(Beginning of DATASET RECORDS)

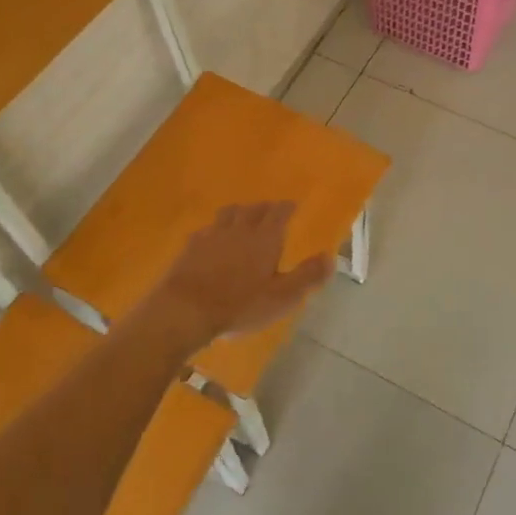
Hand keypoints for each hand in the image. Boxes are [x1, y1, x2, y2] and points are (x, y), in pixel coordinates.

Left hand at [132, 203, 333, 357]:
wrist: (185, 309)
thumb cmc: (240, 306)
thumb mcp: (282, 297)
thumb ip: (307, 276)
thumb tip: (330, 257)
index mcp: (265, 238)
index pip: (279, 213)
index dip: (287, 207)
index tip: (292, 205)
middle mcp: (240, 229)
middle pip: (254, 209)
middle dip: (265, 207)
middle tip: (271, 209)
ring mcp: (212, 235)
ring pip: (228, 213)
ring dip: (239, 212)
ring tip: (243, 216)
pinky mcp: (190, 247)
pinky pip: (206, 229)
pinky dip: (215, 229)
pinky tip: (212, 237)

(End of DATASET RECORDS)

Would you copy every line of the entries that includes the word "thumb"?

thumb cmc: (240, 306)
thumb mcp: (282, 297)
thumb ip: (307, 276)
thumb tip: (330, 257)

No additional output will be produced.